Protocol CFLOW not processing full size Packet
Hi team, I did a packet capture to analyze the Netflow (v9) data. I noticed that for smaller packet (< 1420 including IP header), it inteprets all fields properly. If it is full size, it doesn't inteprets the FlowSet 2 that contains the actual flow data anymore... It still shows the version, count, FlowSequence, and the FlowSet 1 which is the Template, just not the data part. I just updated the wireshark to the latest 4.4.3 too and still the same. Please help.
PS - I want to attach the packets but it requires "60 points" for that... I am new to the forum. Please let me how to attach if there is a different way to do that. Thanks!
Thanks! Difan
Can you share a capture with a packet that illustrates the issue?
Unfortunately due to spammers and scammers we restrict new users from uploading images\captures etc. until they have built enough "karma".
You can put your artefacts on any public "share", and post a link back to them by editing your question.
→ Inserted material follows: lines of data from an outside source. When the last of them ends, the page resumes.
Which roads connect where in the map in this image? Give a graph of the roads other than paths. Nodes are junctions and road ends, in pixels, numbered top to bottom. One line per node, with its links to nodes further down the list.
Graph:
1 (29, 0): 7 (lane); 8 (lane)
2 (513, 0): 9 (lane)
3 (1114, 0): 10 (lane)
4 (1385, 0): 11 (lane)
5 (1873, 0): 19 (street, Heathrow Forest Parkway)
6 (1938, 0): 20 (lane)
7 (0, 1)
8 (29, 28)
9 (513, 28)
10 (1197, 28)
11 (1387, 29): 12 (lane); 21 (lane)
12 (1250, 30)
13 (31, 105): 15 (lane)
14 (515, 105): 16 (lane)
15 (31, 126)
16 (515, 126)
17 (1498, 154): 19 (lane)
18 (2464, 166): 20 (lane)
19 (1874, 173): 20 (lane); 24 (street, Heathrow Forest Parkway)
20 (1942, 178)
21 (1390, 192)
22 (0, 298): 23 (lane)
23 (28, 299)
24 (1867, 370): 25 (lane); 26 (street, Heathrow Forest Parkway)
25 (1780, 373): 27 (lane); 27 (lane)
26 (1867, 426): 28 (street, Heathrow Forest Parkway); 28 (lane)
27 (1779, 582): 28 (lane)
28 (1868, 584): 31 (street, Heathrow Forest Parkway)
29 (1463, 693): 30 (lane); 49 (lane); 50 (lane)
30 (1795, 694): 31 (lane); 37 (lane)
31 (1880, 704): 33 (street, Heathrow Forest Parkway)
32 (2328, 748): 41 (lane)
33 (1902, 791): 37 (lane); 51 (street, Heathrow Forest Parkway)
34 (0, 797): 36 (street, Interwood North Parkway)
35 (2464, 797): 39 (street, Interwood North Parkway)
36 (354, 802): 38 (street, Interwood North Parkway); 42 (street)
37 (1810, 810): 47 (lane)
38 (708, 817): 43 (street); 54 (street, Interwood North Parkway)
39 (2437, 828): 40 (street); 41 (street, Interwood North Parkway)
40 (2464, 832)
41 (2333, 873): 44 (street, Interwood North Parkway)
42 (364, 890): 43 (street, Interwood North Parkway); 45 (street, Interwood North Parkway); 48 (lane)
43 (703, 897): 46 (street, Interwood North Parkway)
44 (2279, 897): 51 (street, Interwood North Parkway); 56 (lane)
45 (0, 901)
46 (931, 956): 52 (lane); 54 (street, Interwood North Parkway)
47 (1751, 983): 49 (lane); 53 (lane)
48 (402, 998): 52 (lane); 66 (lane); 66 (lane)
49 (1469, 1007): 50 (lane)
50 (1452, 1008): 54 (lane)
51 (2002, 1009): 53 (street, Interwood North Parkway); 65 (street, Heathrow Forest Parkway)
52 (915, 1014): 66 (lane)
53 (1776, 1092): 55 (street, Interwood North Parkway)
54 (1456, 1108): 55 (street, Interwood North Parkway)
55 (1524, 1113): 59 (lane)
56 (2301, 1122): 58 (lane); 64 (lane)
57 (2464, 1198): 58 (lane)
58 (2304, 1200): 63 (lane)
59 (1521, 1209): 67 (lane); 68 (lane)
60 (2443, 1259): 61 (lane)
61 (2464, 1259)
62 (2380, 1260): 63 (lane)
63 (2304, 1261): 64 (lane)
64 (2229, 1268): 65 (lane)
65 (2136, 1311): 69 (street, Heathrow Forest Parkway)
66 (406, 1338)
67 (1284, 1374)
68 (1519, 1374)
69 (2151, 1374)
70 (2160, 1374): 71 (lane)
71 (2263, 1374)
Thanks Graham! That is a good idea. Let me know if you can download this https://1drv.ms/u/c/6b91f3ba519e259d/...
I also just noticed that they could be fragmented on the IP level. I see IP header flag "more fragments" is set. I am wondering if this is the reason. But I did try checking that "Reassemble fragmented IPv4 datagrams" for IP porotocol. After it, I don't even see UDP headers anymore...
How was the capture made? Was there a capture filter?
Was a bigger capture filtered and saved but the fragments not included?
Hi Chuck, I ran this command
$ sudo tcpdump -nvi eth0 -s 0 -w netflow_nosampler.pcap port 2055on the netflow server which is Ubuntu v22 server. Let me know if there is any problem with the command. Thanks!